ここからtidyverseを構成する各パッケージをインストールし、データ分析を実践してみましょう。

なお、以下は、お手元にR言語の実行環境があることを前提としていますが、RやRStudioのインストールについては、「【R言語入門】統計学に必須な「R言語」について1から解説!」を参考にしてください。

tidyverseをインストールしてパッケージを確認しよう

まずは、tidyverseパッケージ群をインストールしましょう。tidyverseは、install.packages(“tidyverse”) としてインストールできます。この際、上記のパッケージ群がまとめてインストールされます。

tidyverseパッケージ群をインストールしたら、library() 関数で読み込んでみましょう。library(tidyverse) とすると、以下のように出力されます。

tidyverseパッケージ群をインストール

tidyverseを使用して簡単なデータ分析をしよう

ここからは、実際にtidyverseを使ったRプログラムの例を紹介します。今回は、総務省統計局が公開している「SSDSE(教育用標準データセット)」のうち、「SSDSE-B: 都道府県別、時系列、多分野データ」を使用します。

まず、readrパッケージの read_csv() 関数を使い、統計局のWebサイトからSSDSE-Bをダウンロードし、読み込みます。URLを直接引数に指定できます。

readrパッケージの read_csv() 関数を使う

データの先頭を確認してみましょう。

データの先頭を確認

このデータについて、dplyrパッケージとパイプ演算子を使って、以下のような処理を行い、データを抽出します。

  • 年度、都道府県、総人口の列だけを抽出する (select() 関数)
  • 北海道、東京都、愛知県、大阪府、福岡県のレコードだけを抽出する (filter() 関数、%in% 演算子)
  • 2007年と2018年のレコードだけを抽出する (filter() 関数)
2007年と2018年のレコードだけを抽出

select() 関数は、列を抽出する関数です。列名を指定します。filter() 関数は、行を抽出する関数です。行番号や条件などを指定します。ここでは、組み込みの %in% 演算子を使い、左側の列 (都道府県) の値が、右側のベクトルに一致する行を抽出しています。

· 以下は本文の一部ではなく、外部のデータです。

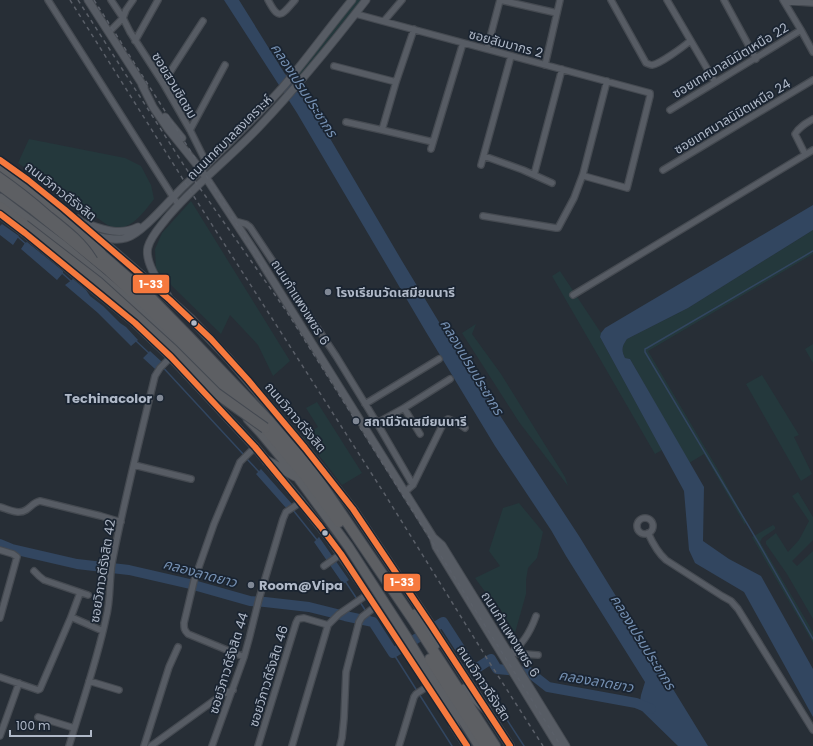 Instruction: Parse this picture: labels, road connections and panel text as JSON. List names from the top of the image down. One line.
{"streets":{"highway":["ถนนวิภาวดีรังสิต"],"street":["ซอยสัมมากร 2","ซอยเทศบาลนิมิตเหนือ 22","ซอยสวนชิดชม","ซอยเทศบาลนิมิตเหนือ 24","ถนนเทศบาลสงเคราะห์","ถนนกำแพงเพชร 6","ซอยวิภาวดีรังสิต 42","ซอยวิภาวดีรังสิต 44","ซอยวิภาวดีรังสิต 46"]},"crossings":[["ซอยสัมมากร 2","ถนนเทศบาลสงเคราะห์"],["ซอยสวนชิดชม","ถนนเทศบาลสงเคราะห์"],["ซอยสวนชิดชม","ถนนกำแพงเพชร 6"],["ถนนเทศบาลสงเคราะห์","ถนนวิภาวดีรังสิต"],["ถนนเทศบาลสงเคราะห์","ถนนกำแพงเพชร 6"]],"water":["คลองเปรมประชากร","คลองลาดยาว"],"places":["โรงเรียนวัดเสมียนนารี","Techinacolor","สถานีวัดเสมียนนารี","Room@Vipa"],"lines":["transit line 1-33"],"scale_bar":"100 m"} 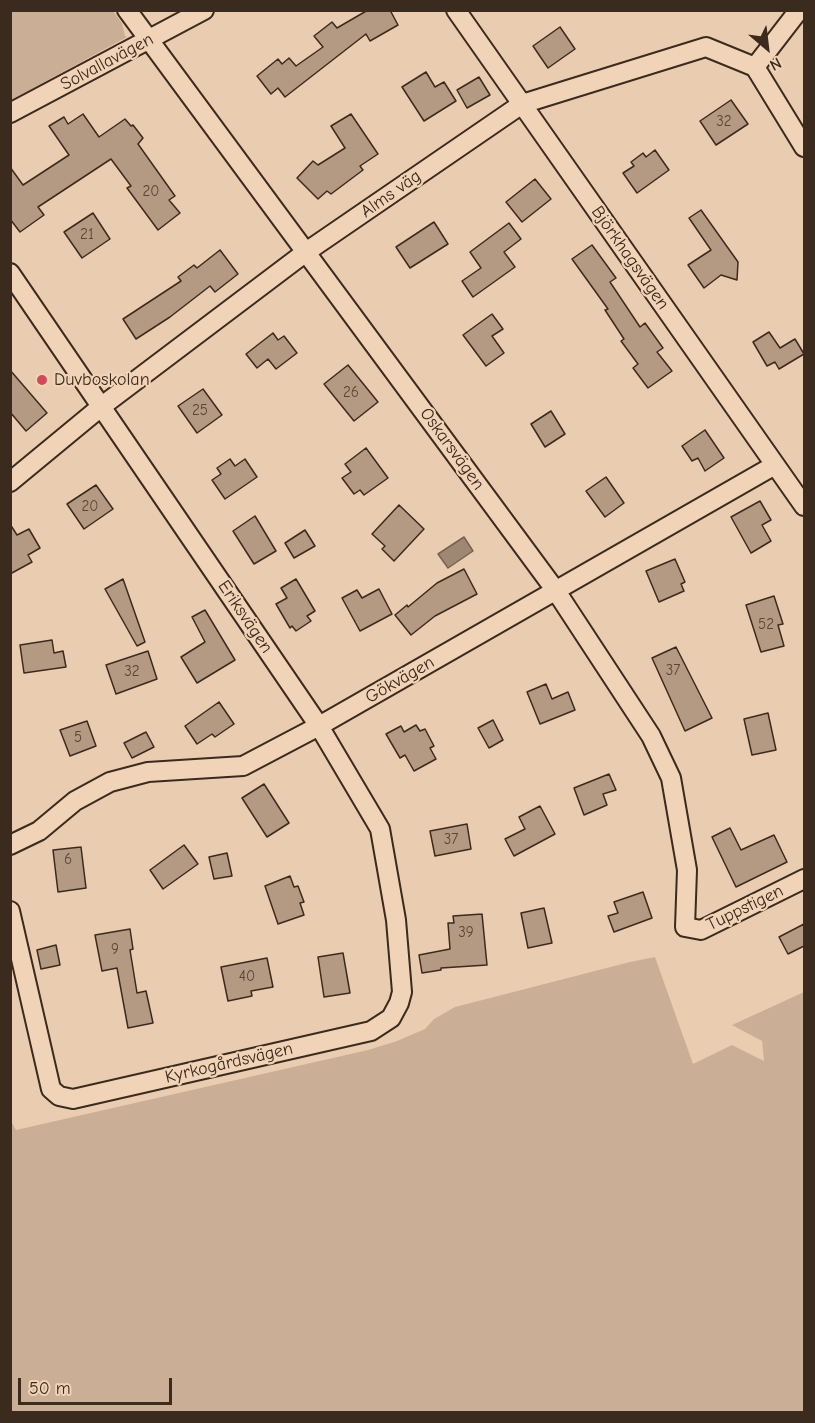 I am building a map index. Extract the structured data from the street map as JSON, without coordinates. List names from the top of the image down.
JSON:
{
  "streets": {
    "street": [
      "Solvallavägen",
      "Alms väg",
      "Björkhagsvägen",
      "Oskarsvägen",
      "Eriksvägen",
      "Gökvägen",
      "Tuppstigen",
      "Kyrkogårdsvägen"
    ]
  },
  "crossings": [
    ["Solvallavägen", "Oskarsvägen"],
    ["Alms väg", "Björkhagsvägen"],
    ["Alms väg", "Oskarsvägen"],
    ["Alms väg", "Eriksvägen"],
    ["Björkhagsvägen", "Gökvägen"],
    ["Oskarsvägen", "Gökvägen"],
    ["Oskarsvägen", "Tuppstigen"],
    ["Eriksvägen", "Gökvägen"],
    ["Eriksvägen", "Kyrkogårdsvägen"]
  ],
  "places": ["Duvboskolan"],
  "house_numbers": [
    "32",
    "20",
    "21",
    "26",
    "25",
    "20",
    "52",
    "37",
    "32",
    "5",
    "37",
    "6",
    "39",
    "9",
    "40"
  ],
  "scale_bar": "50 m",
  "north": "bottom right"
} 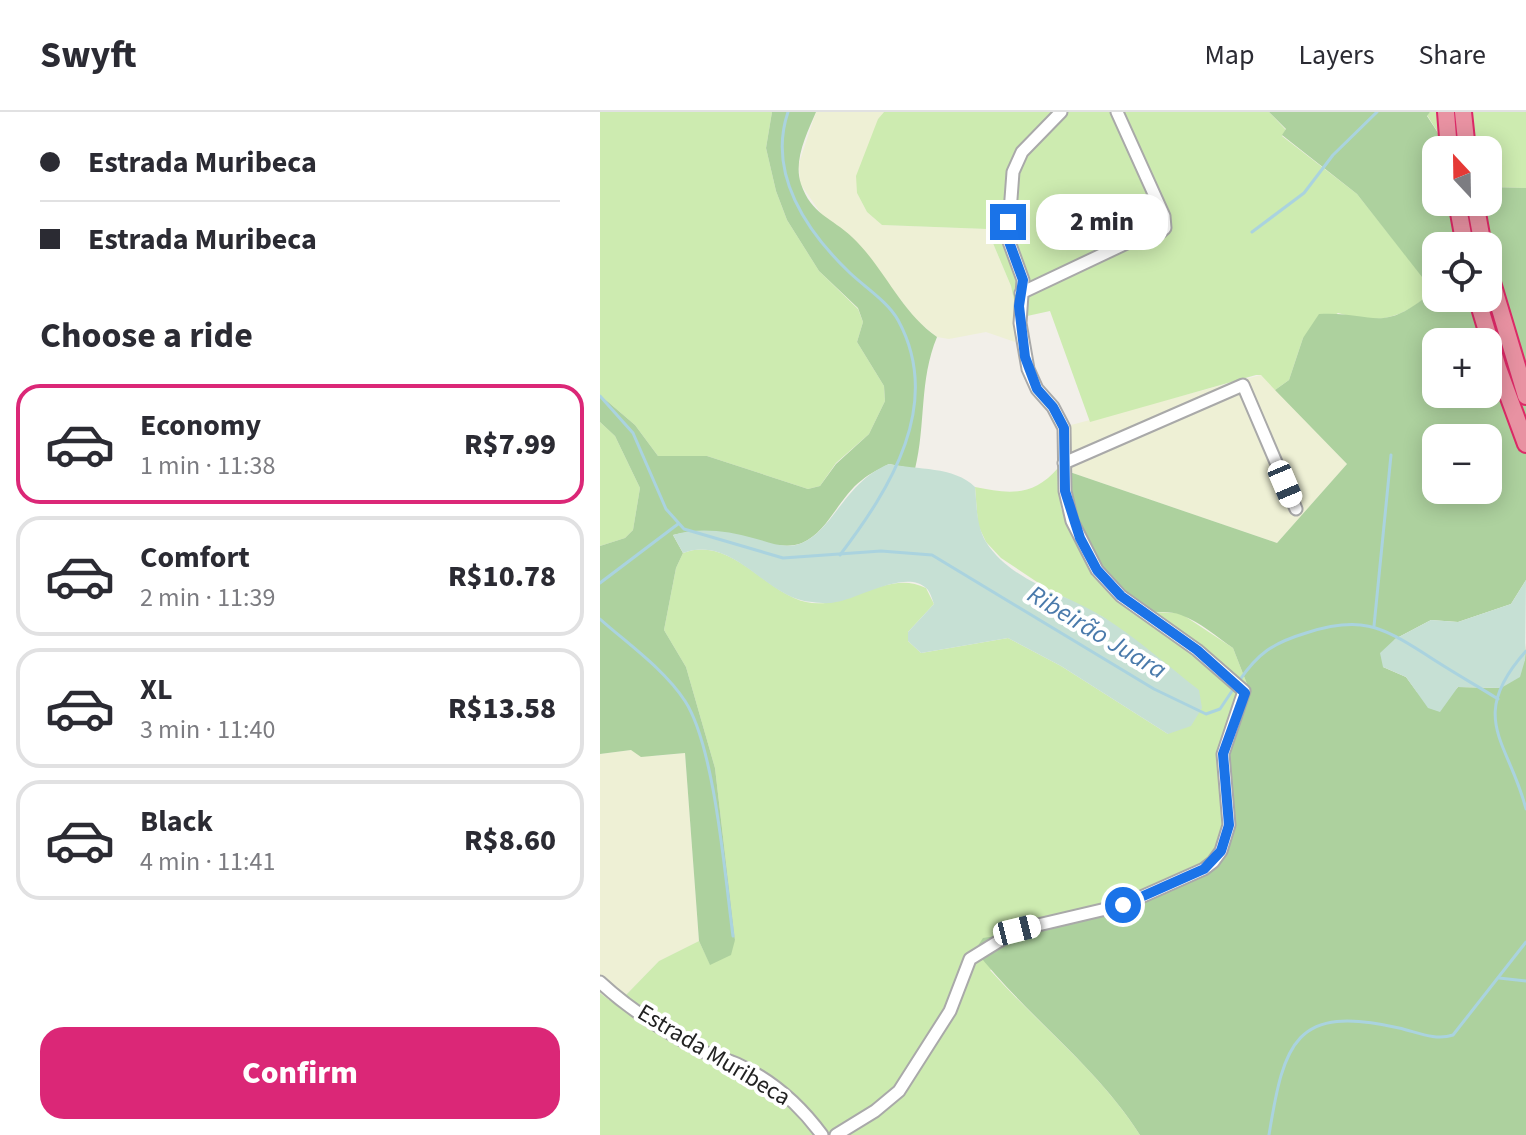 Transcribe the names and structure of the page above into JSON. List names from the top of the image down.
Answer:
{
  "streets": {
    "street": ["Estrada Muribeca"]
  },
  "water": ["Ribeirão Juara"],
  "north": "top",
  "page": {
    "header": "Swyft",
    "nav": ["Map", "Layers", "Share"],
    "banner": ["Estrada Muribeca", "Estrada Muribeca"],
    "map_buttons": ["+", "−"],
    "bubble": "2 min",
    "heading": "Choose a ride",
    "list": [
      {
        "name": "Economy",
        "note": "1 min · 11:38",
        "value": "R$7.99"
      },
      {
        "name": "Comfort",
        "note": "2 min · 11:39",
        "value": "R$10.78"
      },
      {
        "name": "XL",
        "note": "3 min · 11:40",
        "value": "R$13.58"
      },
      {
        "name": "Black",
        "note": "4 min · 11:41",
        "value": "R$8.60"
      }
    ],
    "buttons": "Confirm"
  }
} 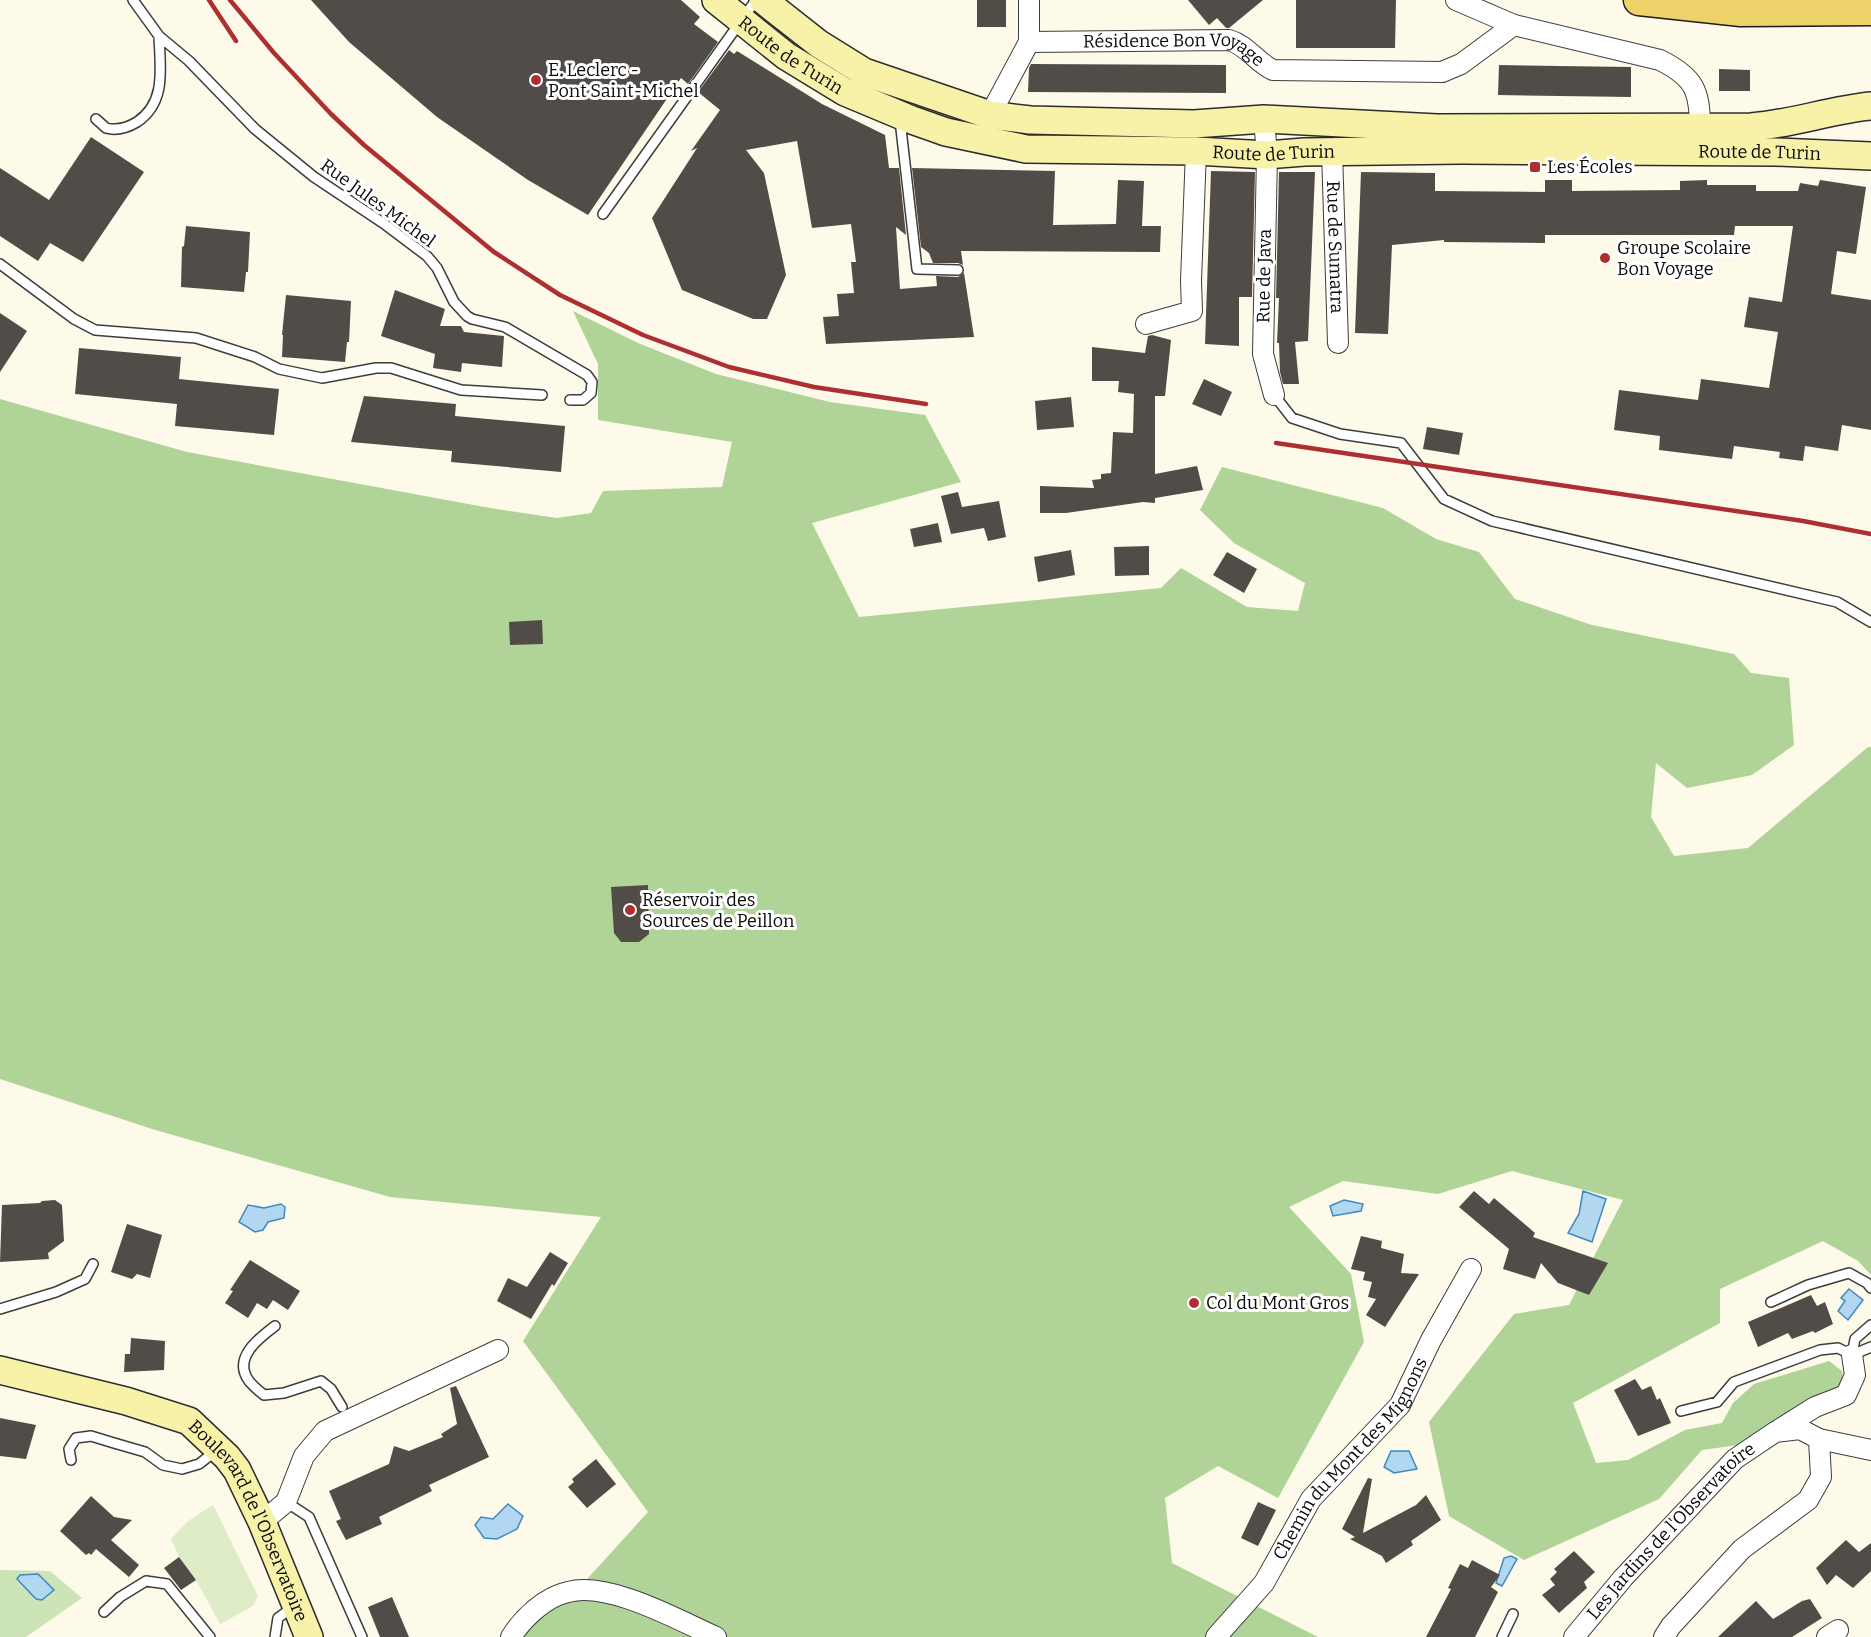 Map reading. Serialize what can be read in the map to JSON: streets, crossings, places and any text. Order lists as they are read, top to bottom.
{
  "streets": {
    "main road": ["Route de Turin", "Boulevard de l'Observatoire"],
    "street": [
      "Résidence Bon Voyage",
      "Rue de Sumatra",
      "Rue de Java",
      "Chemin du Mont des Mignons",
      "Les Jardins de l'Observatoire"
    ],
    "lane": ["Rue Jules Michel"]
  },
  "crossings": [
    ["Route de Turin", "Rue de Sumatra"],
    ["Route de Turin", "Rue de Java"]
  ],
  "places": {
    "other": [
      "E. Leclerc - Pont Saint-Michel",
      "Groupe Scolaire Bon Voyage",
      "Réservoir des Sources de Peillon",
      "Col du Mont Gros"
    ],
    "transit": ["Les Écoles"]
  }
}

さらに、もう一つ filter() 関数を使い、年度列の値が2007または、2018に一致する行だけを抽出しています。

処理した結果をまとめて、subset_df というオブジェクトに代入しています。

次に、2007年から2018年にかけての人口の変化を示す、変化率を計算し、データフレームに追加してみましょう。tidyrパッケージの pivot_wider() 関数と、dplyrパッケージの mutate() 関数を使います。

2007年から2018年にかけての人口の変化

pivot_wider() 関数は、指定した列の値 (ラベル) をもとに、縦長のデータを、横長の形式に変換します。mutate() 関数は、引数に指定した列をデータフレームに追加します。ここでは、割り算の結果を変化率という列名で追加しています。

結果として、北海道と大阪府では2007年と2018年を比べると人口が減少傾向にあり、他の地域では人口が増加していることがわかりました。

この結果を、ggplot2パッケージで可視化してみましょう。その前に、都道府県列をfactor型に変換し、順序を指定します。

都道府県列をfactor型に変換

forcatsパッケージの as_factor() 関数は、データフレームの列やベクトルをfactor型に変換します。また、mutate() 関数で既存の列を指定することで、上書きができます。さて、加工したデータについて、都道府県名と人口変化率をggplot2で棒グラフとして可視化してみましょう。

ggplot2で棒グラフとして可視化
変化率の棒グラフ

ggplot2パッケージでは、パイプ (%>%) ではなくプラス (+) で処理を繋げていくことに注意してください。

tidyverseを活用して、各都道府県のデータを抽出、集計し、可視化することができました。

 

ここまでtidyverseパッケージ群の概要と、tidyverseを構成するパッケージの機能を使ったデータ分析の例を紹介してきました。tidyverseは、ここではとても紹介しきれないほどの豊富な機能があります。Rによるデータサイエンスのスキルを高めていくうえで、tidyverseの使い方を学ぶことは必要不可欠です。この記事が、その第一歩となれば幸いです。